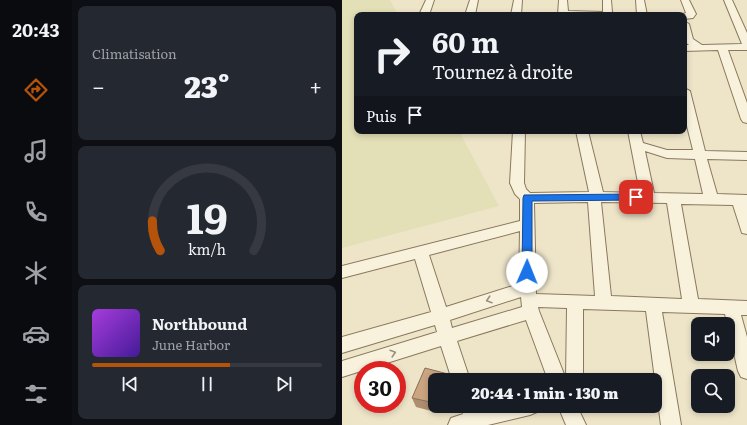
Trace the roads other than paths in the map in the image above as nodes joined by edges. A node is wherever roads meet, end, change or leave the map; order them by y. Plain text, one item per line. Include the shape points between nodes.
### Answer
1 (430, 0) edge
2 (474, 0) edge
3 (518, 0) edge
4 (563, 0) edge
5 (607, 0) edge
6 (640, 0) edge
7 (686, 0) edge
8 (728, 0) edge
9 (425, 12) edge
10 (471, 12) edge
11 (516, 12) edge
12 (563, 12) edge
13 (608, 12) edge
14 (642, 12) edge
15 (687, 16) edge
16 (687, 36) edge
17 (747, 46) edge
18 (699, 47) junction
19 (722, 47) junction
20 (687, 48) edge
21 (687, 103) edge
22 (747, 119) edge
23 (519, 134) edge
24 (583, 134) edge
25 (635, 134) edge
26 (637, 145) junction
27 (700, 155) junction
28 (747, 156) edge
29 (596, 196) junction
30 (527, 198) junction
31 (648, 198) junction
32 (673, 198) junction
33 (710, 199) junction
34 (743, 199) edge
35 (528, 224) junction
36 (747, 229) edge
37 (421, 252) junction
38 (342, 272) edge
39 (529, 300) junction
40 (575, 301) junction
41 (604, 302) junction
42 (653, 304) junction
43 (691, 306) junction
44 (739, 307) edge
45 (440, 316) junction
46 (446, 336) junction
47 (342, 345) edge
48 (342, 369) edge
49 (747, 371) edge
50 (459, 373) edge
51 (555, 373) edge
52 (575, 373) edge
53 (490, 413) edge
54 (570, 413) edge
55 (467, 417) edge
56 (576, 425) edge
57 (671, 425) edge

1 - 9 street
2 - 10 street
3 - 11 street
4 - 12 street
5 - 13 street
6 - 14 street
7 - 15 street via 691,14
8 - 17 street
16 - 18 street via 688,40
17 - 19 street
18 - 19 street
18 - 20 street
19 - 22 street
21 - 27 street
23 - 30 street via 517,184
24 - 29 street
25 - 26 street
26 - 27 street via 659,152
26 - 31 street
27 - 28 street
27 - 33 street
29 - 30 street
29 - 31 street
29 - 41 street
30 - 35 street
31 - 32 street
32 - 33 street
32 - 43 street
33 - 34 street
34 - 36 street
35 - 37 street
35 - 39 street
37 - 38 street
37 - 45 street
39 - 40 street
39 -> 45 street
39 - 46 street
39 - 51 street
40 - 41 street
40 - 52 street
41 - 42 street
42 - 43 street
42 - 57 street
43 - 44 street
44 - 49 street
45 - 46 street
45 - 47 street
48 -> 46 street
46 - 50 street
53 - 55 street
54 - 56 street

* * * *

Description of the task:
Drop the pictures and reproduce the rest of the entries above exactly.

Response to this exercise:
Trace the roads other than paths in the map in the image above as nodes joined by edges. A node is wherever roads meet, end, change or leave the map; order them by y. Plain text, one item per line. Include the shape points between nodes.
### Answer
1 (430, 0) edge
2 (474, 0) edge
3 (518, 0) edge
4 (563, 0) edge
5 (607, 0) edge
6 (640, 0) edge
7 (686, 0) edge
8 (728, 0) edge
9 (425, 12) edge
10 (471, 12) edge
11 (516, 12) edge
12 (563, 12) edge
13 (608, 12) edge
14 (642, 12) edge
15 (687, 16) edge
16 (687, 36) edge
17 (747, 46) edge
18 (699, 47) junction
19 (722, 47) junction
20 (687, 48) edge
21 (687, 103) edge
22 (747, 119) edge
23 (519, 134) edge
24 (583, 134) edge
25 (635, 134) edge
26 (637, 145) junction
27 (700, 155) junction
28 (747, 156) edge
29 (596, 196) junction
30 (527, 198) junction
31 (648, 198) junction
32 (673, 198) junction
33 (710, 199) junction
34 (743, 199) edge
35 (528, 224) junction
36 (747, 229) edge
37 (421, 252) junction
38 (342, 272) edge
39 (529, 300) junction
40 (575, 301) junction
41 (604, 302) junction
42 (653, 304) junction
43 (691, 306) junction
44 (739, 307) edge
45 (440, 316) junction
46 (446, 336) junction
47 (342, 345) edge
48 (342, 369) edge
49 (747, 371) edge
50 (459, 373) edge
51 (555, 373) edge
52 (575, 373) edge
53 (490, 413) edge
54 (570, 413) edge
55 (467, 417) edge
56 (576, 425) edge
57 (671, 425) edge

1 - 9 street
2 - 10 street
3 - 11 street
4 - 12 street
5 - 13 street
6 - 14 street
7 - 15 street via 691,14
8 - 17 street
16 - 18 street via 688,40
17 - 19 street
18 - 19 street
18 - 20 street
19 - 22 street
21 - 27 street
23 - 30 street via 517,184
24 - 29 street
25 - 26 street
26 - 27 street via 659,152
26 - 31 street
27 - 28 street
27 - 33 street
29 - 30 street
29 - 31 street
29 - 41 street
30 - 35 street
31 - 32 street
32 - 33 street
32 - 43 street
33 - 34 street
34 - 36 street
35 - 37 street
35 - 39 street
37 - 38 street
37 - 45 street
39 - 40 street
39 -> 45 street
39 - 46 street
39 - 51 street
40 - 41 street
40 - 52 street
41 - 42 street
42 - 43 street
42 - 57 street
43 - 44 street
44 - 49 street
45 - 46 street
45 - 47 street
48 -> 46 street
46 - 50 street
53 - 55 street
54 - 56 street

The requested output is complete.